Nothing
# Declare global variables to suppress devtools::check warnings
utils::globalVariables(c("X", "D", "Y", "sim_id", "."))
#' Cram Policy Simulation
#'
#' This function performs the cram method (simultaneous learning and evaluation)
#' on simulation data, for which the data generation process (DGP) is known.
#' The data generation process for X can be given directly as a function or
#' induced by a provided dataset via row-wise bootstrapping.
#' Results are averaged across Monte Carlo replicates for the given DGP.
#'
#' @param X Optional. A matrix or data frame of covariates for each sample inducing
#' empirically the DGP for covariates.
#' @param dgp_X Optional. A function to generate covariate data for simulations.
#' @param dgp_D A vectorized function to generate binary treatment assignments for each
#' sample.
#' @param dgp_Y A vectorized function to generate the outcome variable for each sample
#' given the treatment and covariates.
#' @param batch Either an integer specifying the number of batches
#' (which will be created by random sampling) or a vector of length
#' equal to the sample size providing the batch assignment (index)
#' for each individual in the sample.
#' @param nb_simulations The number of simulations (Monte Carlo replicates) to run.
#' @param nb_simulations_truth Optional. The number of additional simmulations
#' (Monte Carlo replicates) beyond nb_simulations
#' to use when calculating the true policy value difference (delta)
#' and the true policy value (psi)
#' @param sample_size The number of samples in each simulation.
#' @param model_type The model type for policy learning. Options include \code{"causal_forest"}, \code{"s_learner"}, and \code{"m_learner"}. Default is \code{"causal_forest"}. Note: you can also set model_type to NULL and specify custom_fit and custom_predict to use your custom model.
#' @param learner_type The learner type for the chosen model. Options include \code{"ridge"} for Ridge Regression, \code{"fnn"} for Feedforward Neural Network and \code{"caret"} for Caret. Default is \code{"ridge"}. if model_type is 'causal_forest', choose NULL, if model_type is 's_learner' or 'm_learner', choose between 'ridge', 'fnn' and 'caret'.
#' @param alpha Significance level for confidence intervals. Default is 0.05 (95\% confidence).
#' @param baseline_policy A list providing the baseline policy (binary 0 or 1) for each sample.

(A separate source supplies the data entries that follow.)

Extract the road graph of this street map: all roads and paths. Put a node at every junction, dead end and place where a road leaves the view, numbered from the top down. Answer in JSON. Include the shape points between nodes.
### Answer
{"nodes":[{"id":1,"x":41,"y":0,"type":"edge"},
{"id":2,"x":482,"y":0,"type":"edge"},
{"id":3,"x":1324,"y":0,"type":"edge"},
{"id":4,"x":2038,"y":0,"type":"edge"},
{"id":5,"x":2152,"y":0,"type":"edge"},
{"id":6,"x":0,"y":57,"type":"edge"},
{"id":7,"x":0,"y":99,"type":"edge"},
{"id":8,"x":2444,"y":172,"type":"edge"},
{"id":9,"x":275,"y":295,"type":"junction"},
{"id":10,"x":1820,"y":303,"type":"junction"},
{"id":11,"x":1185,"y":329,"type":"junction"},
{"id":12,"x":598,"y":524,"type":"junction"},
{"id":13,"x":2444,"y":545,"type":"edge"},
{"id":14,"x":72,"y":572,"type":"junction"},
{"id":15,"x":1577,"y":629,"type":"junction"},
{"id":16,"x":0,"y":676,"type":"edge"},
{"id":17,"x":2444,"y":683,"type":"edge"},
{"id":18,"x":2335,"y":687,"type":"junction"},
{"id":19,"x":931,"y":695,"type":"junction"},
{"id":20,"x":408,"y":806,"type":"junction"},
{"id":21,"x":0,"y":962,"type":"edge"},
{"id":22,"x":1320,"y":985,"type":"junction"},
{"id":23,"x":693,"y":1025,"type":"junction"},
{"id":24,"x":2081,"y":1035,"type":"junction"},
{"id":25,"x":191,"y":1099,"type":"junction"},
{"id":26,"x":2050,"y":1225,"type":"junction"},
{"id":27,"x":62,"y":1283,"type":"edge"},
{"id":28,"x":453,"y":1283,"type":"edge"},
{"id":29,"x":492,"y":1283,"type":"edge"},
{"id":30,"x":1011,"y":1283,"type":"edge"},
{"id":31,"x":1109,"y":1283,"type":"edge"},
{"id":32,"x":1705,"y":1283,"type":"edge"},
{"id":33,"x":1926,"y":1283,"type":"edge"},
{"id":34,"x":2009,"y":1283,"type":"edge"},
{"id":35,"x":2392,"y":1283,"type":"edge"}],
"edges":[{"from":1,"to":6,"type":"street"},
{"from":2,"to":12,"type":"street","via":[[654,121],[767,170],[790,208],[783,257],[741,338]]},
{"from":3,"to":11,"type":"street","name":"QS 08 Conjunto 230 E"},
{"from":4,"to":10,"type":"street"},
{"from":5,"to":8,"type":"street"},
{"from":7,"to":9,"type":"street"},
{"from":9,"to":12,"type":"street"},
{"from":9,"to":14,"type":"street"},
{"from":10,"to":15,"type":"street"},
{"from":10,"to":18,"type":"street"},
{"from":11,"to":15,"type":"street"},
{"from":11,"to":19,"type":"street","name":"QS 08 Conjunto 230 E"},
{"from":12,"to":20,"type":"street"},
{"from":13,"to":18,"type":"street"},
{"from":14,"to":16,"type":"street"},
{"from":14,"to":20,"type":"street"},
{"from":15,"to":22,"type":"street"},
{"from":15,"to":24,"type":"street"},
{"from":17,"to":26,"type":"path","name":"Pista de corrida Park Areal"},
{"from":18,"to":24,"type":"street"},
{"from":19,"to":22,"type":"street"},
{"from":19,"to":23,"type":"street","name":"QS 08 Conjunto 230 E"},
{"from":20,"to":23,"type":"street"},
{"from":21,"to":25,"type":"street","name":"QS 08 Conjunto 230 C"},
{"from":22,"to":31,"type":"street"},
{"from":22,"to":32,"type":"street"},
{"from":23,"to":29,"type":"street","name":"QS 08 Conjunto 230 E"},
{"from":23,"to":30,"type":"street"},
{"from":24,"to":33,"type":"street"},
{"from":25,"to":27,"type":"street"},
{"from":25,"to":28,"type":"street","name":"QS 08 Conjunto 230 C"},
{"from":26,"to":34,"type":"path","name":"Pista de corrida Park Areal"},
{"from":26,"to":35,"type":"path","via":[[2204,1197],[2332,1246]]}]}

#' If \code{NULL}, defaults to a list of zeros with the same length
#' as the number of rows in \code{X}.
#' @param parallelize_batch Logical. Whether to parallelize batch processing
#' (i.e. the cram method learns T policies,
#' with T the number of batches. They are learned in parallel
#' when parallelize_batch is TRUE vs. learned sequentially using
#' the efficient data.table structure when parallelize_batch is FALSE,
#' recommended for light weight training). Defaults to \code{FALSE}.
#' @param model_params A list of additional parameters to pass to the model,
#' which can be any parameter defined in the model reference package.
#' Defaults to \code{NULL}.
#' @param custom_fit A custom, user-defined, function that outputs a fitted model given training data
#' (allows flexibility). Defaults to \code{NULL}.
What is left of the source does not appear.